═══ Data shown ═══

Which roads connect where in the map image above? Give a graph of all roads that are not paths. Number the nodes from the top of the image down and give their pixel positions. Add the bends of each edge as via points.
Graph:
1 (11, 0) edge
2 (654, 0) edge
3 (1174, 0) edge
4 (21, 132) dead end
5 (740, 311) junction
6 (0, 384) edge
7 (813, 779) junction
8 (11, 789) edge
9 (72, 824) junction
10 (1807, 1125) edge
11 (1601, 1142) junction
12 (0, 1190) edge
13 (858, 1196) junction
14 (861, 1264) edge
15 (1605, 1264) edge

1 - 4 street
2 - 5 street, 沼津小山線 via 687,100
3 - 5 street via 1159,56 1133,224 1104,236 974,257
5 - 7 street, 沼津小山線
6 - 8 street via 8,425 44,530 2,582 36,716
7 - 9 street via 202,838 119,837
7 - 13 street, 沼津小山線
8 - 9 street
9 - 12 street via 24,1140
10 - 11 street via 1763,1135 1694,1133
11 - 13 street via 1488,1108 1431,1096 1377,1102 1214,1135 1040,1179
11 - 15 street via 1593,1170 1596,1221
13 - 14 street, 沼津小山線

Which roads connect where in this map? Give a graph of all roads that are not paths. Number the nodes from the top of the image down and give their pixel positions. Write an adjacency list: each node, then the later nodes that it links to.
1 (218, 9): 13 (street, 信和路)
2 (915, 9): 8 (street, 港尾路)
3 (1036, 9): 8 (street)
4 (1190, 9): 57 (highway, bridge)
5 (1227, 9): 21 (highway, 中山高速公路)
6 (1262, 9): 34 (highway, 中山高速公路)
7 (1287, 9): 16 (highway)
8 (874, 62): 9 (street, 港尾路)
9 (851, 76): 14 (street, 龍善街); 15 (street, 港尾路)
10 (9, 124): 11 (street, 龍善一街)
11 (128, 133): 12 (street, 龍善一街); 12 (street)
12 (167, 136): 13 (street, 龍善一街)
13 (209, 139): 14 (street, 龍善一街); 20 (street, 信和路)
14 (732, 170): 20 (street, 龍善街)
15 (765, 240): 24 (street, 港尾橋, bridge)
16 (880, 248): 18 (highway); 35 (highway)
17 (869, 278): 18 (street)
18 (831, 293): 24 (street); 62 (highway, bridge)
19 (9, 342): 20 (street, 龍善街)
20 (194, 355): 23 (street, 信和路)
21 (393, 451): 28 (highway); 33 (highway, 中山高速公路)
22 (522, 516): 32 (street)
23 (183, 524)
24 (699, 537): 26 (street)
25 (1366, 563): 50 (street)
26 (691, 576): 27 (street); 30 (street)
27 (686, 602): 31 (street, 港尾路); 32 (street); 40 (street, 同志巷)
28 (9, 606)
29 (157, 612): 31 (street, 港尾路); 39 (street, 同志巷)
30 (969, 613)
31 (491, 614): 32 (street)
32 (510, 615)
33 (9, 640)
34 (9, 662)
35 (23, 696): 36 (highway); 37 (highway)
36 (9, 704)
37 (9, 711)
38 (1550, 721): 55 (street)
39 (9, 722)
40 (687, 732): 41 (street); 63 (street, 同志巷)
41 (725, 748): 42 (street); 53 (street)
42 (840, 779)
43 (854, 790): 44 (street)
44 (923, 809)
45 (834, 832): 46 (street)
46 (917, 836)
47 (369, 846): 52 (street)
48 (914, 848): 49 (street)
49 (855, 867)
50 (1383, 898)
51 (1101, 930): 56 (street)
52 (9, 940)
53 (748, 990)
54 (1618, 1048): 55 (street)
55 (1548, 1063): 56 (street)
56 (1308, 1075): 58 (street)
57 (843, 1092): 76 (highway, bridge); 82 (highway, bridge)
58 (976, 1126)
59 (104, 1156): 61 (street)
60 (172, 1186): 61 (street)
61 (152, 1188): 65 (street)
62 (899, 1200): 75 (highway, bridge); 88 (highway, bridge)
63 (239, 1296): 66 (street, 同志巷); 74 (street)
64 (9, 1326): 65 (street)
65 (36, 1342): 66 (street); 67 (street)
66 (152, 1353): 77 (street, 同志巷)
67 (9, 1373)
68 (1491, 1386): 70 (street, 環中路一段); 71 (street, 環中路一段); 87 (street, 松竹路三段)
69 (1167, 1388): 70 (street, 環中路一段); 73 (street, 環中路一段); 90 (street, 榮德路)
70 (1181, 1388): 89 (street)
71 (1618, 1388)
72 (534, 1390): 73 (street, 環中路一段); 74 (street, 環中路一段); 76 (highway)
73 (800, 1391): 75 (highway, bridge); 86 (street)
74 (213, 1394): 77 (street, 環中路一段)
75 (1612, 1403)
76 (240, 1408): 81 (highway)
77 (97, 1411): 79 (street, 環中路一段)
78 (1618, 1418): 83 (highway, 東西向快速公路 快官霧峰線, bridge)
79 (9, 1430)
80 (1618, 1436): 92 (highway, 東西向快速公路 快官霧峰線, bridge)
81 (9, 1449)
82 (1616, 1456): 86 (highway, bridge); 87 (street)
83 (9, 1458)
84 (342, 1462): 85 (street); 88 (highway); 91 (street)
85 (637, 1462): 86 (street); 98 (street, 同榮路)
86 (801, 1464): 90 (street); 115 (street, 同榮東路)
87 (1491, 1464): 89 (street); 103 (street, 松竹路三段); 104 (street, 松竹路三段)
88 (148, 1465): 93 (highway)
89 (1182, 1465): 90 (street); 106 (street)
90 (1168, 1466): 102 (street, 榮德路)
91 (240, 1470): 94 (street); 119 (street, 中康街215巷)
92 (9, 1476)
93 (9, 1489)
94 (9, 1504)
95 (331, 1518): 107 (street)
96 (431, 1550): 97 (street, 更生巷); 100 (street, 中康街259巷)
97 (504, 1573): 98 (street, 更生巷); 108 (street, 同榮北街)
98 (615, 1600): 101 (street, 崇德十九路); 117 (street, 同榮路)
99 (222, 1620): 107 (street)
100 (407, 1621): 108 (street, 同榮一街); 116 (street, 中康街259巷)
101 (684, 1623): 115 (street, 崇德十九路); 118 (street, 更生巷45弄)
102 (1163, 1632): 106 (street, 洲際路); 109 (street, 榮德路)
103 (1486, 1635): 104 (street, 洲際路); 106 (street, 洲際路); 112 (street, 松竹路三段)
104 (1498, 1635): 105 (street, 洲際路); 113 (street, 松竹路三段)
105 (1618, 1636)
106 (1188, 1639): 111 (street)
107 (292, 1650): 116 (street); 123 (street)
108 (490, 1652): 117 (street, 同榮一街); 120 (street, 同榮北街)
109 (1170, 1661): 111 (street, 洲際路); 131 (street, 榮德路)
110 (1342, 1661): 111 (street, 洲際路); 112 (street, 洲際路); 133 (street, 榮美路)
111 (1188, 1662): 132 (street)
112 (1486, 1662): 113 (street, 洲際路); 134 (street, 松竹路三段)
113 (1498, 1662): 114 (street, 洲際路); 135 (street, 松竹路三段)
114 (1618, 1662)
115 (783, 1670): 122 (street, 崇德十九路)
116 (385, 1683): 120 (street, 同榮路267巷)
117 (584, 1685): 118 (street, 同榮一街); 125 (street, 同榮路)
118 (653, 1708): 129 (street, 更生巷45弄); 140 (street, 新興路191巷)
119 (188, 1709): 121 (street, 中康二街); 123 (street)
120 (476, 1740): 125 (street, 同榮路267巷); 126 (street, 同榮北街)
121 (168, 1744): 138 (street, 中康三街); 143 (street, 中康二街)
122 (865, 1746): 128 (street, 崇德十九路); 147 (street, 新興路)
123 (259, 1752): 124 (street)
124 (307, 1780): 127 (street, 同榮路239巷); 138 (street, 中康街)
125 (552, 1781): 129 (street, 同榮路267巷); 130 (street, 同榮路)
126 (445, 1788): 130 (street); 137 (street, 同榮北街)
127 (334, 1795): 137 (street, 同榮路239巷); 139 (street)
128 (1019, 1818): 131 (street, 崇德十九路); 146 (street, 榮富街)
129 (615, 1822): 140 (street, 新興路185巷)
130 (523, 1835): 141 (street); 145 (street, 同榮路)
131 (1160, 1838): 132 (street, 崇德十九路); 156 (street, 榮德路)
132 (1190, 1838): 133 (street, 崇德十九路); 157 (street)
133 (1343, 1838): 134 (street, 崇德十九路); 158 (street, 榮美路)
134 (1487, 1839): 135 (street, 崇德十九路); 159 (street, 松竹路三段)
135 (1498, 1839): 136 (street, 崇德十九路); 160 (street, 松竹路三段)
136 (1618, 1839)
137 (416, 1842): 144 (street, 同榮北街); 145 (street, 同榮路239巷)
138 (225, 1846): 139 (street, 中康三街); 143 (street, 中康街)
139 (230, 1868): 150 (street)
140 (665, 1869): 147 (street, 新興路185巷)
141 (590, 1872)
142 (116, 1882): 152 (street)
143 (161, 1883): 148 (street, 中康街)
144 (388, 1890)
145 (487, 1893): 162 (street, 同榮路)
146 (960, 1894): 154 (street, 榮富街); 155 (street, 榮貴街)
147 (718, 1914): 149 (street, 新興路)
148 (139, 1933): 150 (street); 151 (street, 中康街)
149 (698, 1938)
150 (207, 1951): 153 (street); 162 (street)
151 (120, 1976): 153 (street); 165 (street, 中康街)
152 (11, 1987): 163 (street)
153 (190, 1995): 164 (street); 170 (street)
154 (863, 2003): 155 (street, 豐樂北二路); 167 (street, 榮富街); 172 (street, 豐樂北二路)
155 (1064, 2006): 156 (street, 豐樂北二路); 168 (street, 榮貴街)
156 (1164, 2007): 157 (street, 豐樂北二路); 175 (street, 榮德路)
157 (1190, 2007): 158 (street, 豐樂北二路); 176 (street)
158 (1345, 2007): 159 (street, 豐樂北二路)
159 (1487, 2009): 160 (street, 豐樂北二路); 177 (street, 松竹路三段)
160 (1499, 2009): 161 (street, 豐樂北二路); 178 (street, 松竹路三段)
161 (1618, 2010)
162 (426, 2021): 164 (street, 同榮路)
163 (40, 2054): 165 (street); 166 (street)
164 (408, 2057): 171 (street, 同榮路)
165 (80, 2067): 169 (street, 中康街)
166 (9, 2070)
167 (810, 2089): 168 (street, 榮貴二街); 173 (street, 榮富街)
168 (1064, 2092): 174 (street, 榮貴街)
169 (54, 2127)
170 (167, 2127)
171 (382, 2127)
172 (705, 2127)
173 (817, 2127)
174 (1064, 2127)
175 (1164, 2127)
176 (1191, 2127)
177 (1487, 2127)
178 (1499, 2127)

═══

> [What needs to be done]
After identifying the lines above that contain "中山高速公路", copy each one.

> [Expected output]
5 (1227, 9): 21 (highway, 中山高速公路)
6 (1262, 9): 34 (highway, 中山高速公路)
21 (393, 451): 28 (highway); 33 (highway, 中山高速公路)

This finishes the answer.